PROBLEM STATEMENT: Print the line that contains "Road topology of" and every line after it through the last line of the records below, exactly as written and nothing else.

INFORMATION GIVEN:
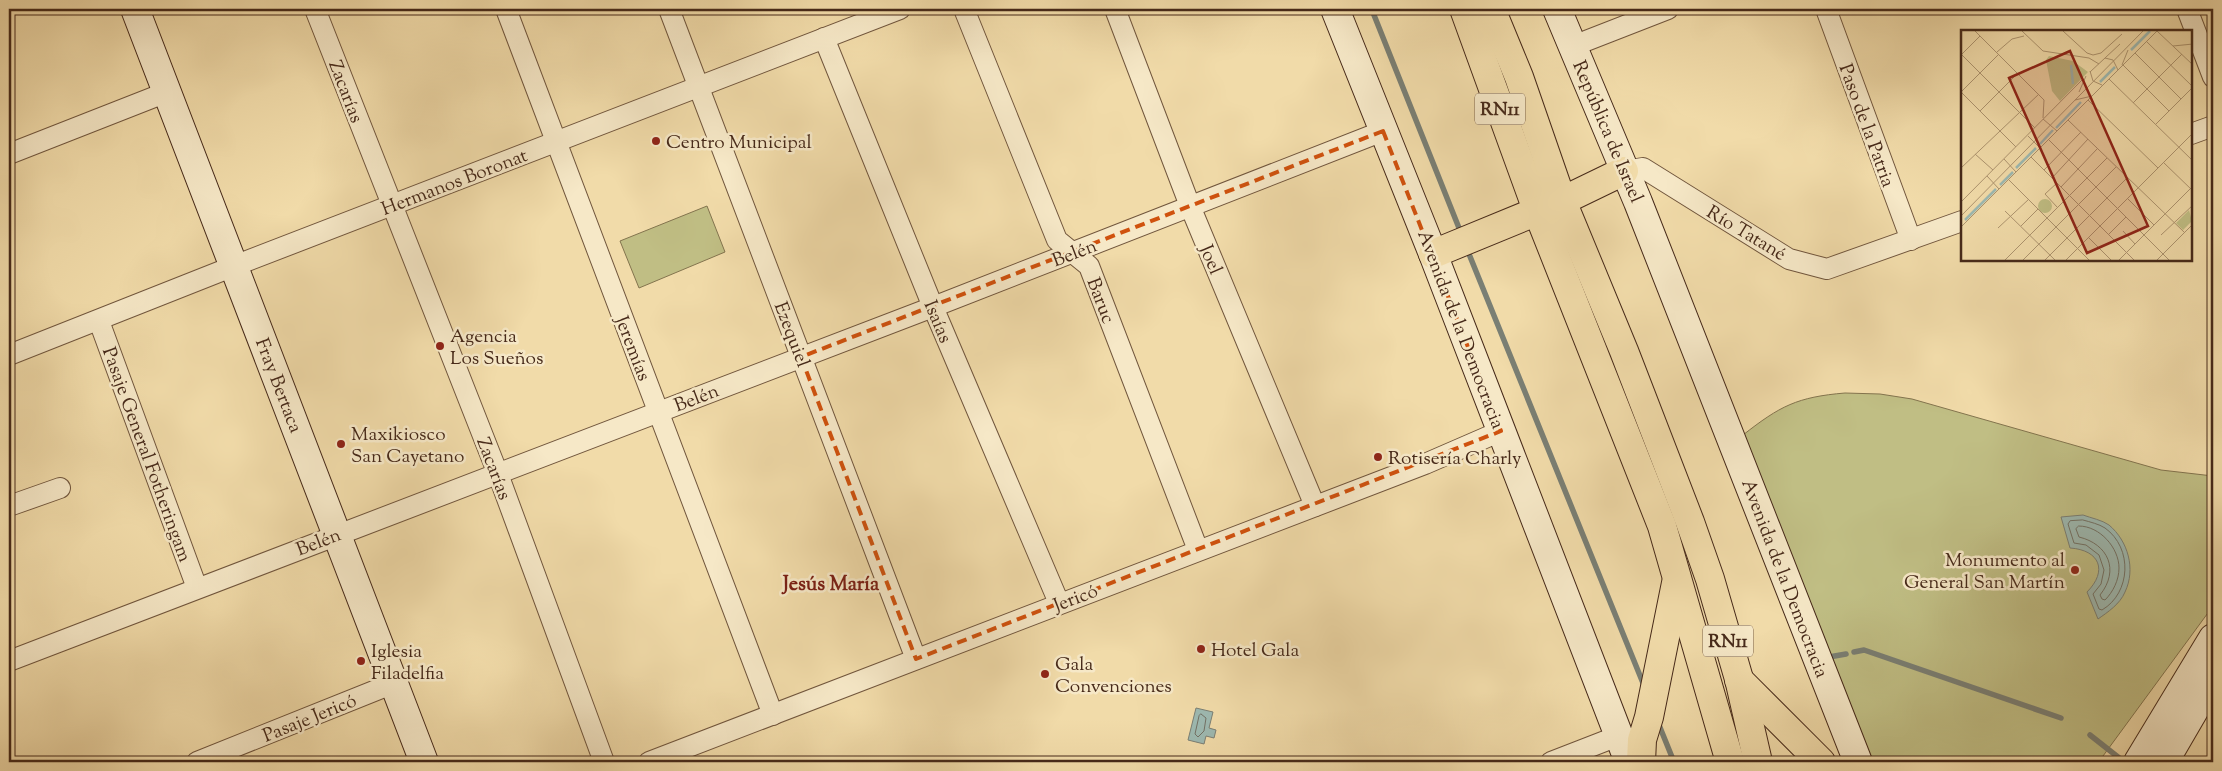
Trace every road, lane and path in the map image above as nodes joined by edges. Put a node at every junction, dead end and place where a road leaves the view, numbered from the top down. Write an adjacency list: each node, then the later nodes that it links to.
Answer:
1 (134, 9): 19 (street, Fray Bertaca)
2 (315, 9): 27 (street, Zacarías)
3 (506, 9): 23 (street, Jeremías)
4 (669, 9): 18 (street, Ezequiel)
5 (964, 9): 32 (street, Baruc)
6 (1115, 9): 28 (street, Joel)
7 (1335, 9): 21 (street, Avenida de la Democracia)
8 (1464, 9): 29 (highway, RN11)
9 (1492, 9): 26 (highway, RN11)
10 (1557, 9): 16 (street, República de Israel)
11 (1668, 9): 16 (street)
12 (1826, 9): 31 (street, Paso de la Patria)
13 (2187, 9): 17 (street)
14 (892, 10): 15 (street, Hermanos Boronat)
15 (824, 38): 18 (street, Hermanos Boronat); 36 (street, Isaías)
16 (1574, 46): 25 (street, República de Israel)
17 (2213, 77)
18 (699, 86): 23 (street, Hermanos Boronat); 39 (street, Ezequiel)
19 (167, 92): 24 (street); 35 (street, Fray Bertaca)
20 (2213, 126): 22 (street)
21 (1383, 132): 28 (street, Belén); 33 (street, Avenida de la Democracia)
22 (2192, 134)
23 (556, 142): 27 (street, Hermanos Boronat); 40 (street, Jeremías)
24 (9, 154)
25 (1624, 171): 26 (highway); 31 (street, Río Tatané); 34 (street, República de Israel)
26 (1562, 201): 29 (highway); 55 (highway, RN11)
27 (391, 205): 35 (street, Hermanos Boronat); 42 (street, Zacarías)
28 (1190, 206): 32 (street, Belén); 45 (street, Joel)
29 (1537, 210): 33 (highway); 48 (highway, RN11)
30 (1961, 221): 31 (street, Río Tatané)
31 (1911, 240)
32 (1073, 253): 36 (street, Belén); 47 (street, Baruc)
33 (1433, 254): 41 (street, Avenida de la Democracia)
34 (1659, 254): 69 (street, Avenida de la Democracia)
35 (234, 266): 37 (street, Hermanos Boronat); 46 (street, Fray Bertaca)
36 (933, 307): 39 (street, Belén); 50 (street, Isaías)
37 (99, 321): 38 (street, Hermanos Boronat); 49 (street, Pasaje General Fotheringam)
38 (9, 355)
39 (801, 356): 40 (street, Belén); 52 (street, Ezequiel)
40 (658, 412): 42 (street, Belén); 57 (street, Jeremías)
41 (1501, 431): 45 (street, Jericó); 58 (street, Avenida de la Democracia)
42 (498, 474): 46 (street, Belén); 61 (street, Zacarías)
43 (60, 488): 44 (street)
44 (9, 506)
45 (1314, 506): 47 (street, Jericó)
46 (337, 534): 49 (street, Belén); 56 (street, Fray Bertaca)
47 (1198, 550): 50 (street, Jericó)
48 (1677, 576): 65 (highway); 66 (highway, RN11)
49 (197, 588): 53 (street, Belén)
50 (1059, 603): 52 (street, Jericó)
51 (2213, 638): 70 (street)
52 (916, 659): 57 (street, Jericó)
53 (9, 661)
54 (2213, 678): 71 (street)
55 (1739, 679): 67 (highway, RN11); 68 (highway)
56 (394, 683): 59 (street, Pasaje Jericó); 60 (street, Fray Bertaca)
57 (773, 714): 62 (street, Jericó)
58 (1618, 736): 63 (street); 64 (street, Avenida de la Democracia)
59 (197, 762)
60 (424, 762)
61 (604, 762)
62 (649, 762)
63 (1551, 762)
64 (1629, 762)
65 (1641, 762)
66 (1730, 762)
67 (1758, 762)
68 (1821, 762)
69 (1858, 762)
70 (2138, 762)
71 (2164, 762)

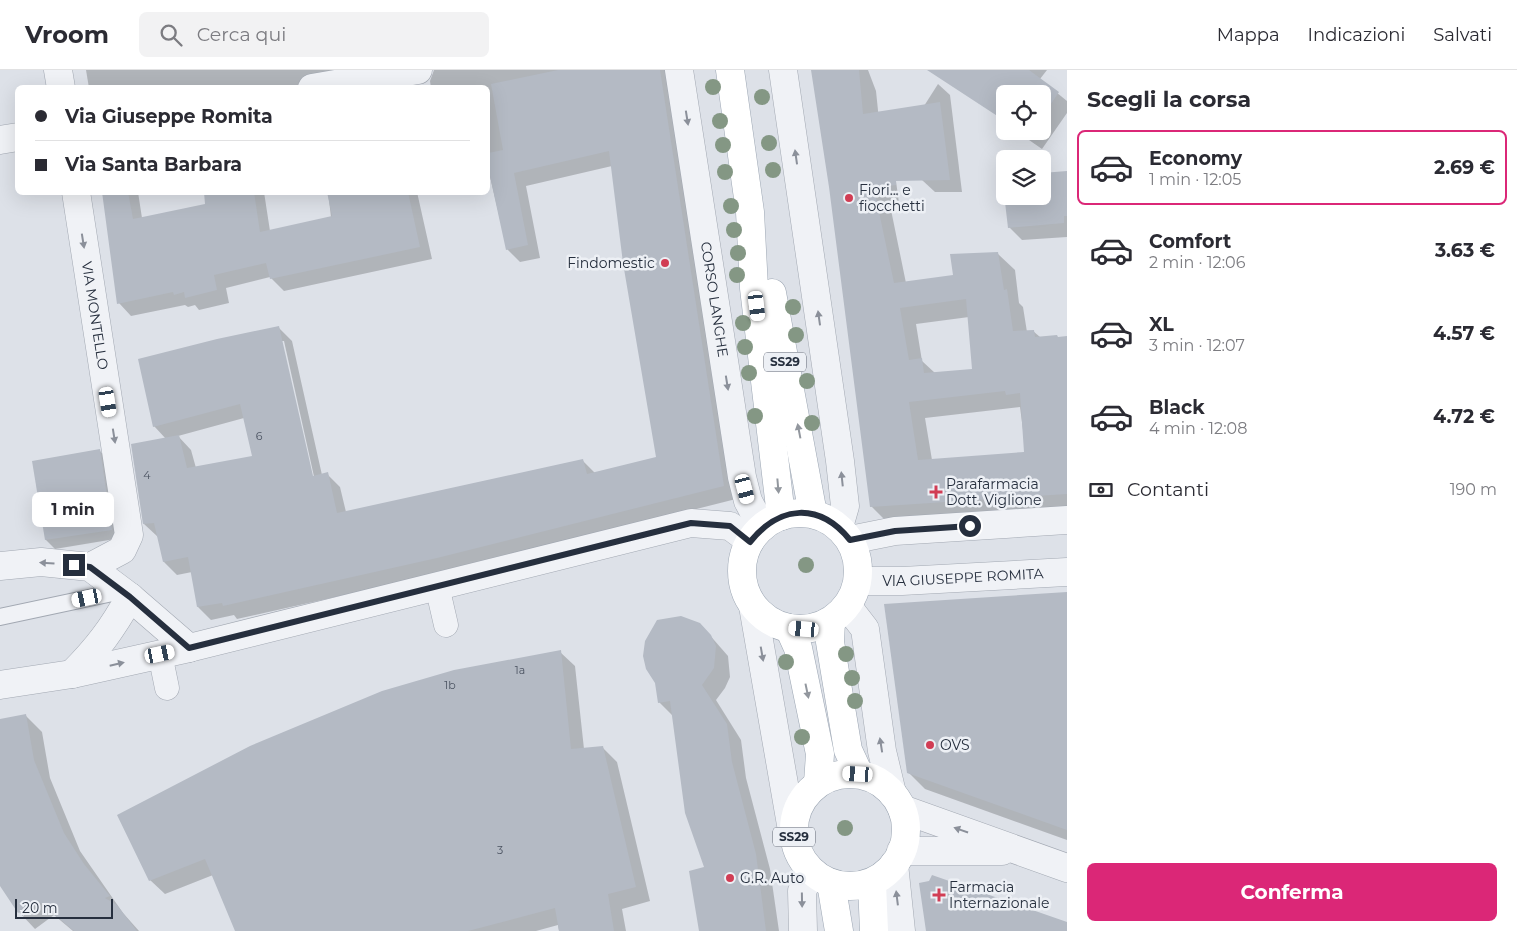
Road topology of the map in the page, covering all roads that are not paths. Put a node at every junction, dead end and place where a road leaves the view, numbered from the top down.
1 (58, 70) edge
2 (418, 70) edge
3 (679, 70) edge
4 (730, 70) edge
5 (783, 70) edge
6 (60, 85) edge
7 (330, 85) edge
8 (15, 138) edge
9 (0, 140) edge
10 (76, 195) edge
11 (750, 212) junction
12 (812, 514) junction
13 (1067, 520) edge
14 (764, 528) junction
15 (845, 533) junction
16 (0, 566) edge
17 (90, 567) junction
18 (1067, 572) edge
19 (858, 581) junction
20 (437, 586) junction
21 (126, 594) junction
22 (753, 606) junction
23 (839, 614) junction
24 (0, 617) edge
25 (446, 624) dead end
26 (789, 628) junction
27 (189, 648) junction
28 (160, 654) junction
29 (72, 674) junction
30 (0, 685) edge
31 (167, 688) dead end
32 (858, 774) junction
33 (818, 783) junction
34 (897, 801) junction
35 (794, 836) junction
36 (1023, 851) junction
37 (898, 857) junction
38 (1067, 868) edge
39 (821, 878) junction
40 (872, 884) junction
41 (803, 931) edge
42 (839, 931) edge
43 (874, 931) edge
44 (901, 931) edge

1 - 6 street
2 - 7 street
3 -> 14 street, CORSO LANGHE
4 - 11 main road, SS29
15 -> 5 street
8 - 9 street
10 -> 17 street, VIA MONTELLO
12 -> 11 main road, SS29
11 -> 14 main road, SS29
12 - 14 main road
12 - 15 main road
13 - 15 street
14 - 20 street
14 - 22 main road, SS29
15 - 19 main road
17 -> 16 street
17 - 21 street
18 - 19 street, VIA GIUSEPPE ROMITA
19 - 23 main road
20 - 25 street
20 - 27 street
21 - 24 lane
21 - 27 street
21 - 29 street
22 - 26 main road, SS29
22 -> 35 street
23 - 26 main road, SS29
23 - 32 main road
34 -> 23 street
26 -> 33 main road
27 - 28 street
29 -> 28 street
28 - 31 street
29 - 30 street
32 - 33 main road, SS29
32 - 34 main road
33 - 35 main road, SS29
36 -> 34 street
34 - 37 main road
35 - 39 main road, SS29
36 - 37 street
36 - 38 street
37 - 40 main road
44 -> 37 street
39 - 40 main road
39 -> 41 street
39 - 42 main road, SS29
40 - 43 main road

YOUR RESPONSE:
Road topology of the map in the page, covering all roads that are not paths. Put a node at every junction, dead end and place where a road leaves the view, numbered from the top down.
1 (58, 70) edge
2 (418, 70) edge
3 (679, 70) edge
4 (730, 70) edge
5 (783, 70) edge
6 (60, 85) edge
7 (330, 85) edge
8 (15, 138) edge
9 (0, 140) edge
10 (76, 195) edge
11 (750, 212) junction
12 (812, 514) junction
13 (1067, 520) edge
14 (764, 528) junction
15 (845, 533) junction
16 (0, 566) edge
17 (90, 567) junction
18 (1067, 572) edge
19 (858, 581) junction
20 (437, 586) junction
21 (126, 594) junction
22 (753, 606) junction
23 (839, 614) junction
24 (0, 617) edge
25 (446, 624) dead end
26 (789, 628) junction
27 (189, 648) junction
28 (160, 654) junction
29 (72, 674) junction
30 (0, 685) edge
31 (167, 688) dead end
32 (858, 774) junction
33 (818, 783) junction
34 (897, 801) junction
35 (794, 836) junction
36 (1023, 851) junction
37 (898, 857) junction
38 (1067, 868) edge
39 (821, 878) junction
40 (872, 884) junction
41 (803, 931) edge
42 (839, 931) edge
43 (874, 931) edge
44 (901, 931) edge

1 - 6 street
2 - 7 street
3 -> 14 street, CORSO LANGHE
4 - 11 main road, SS29
15 -> 5 street
8 - 9 street
10 -> 17 street, VIA MONTELLO
12 -> 11 main road, SS29
11 -> 14 main road, SS29
12 - 14 main road
12 - 15 main road
13 - 15 street
14 - 20 street
14 - 22 main road, SS29
15 - 19 main road
17 -> 16 street
17 - 21 street
18 - 19 street, VIA GIUSEPPE ROMITA
19 - 23 main road
20 - 25 street
20 - 27 street
21 - 24 lane
21 - 27 street
21 - 29 street
22 - 26 main road, SS29
22 -> 35 street
23 - 26 main road, SS29
23 - 32 main road
34 -> 23 street
26 -> 33 main road
27 - 28 street
29 -> 28 street
28 - 31 street
29 - 30 street
32 - 33 main road, SS29
32 - 34 main road
33 - 35 main road, SS29
36 -> 34 street
34 - 37 main road
35 - 39 main road, SS29
36 - 37 street
36 - 38 street
37 - 40 main road
44 -> 37 street
39 - 40 main road
39 -> 41 street
39 - 42 main road, SS29
40 - 43 main road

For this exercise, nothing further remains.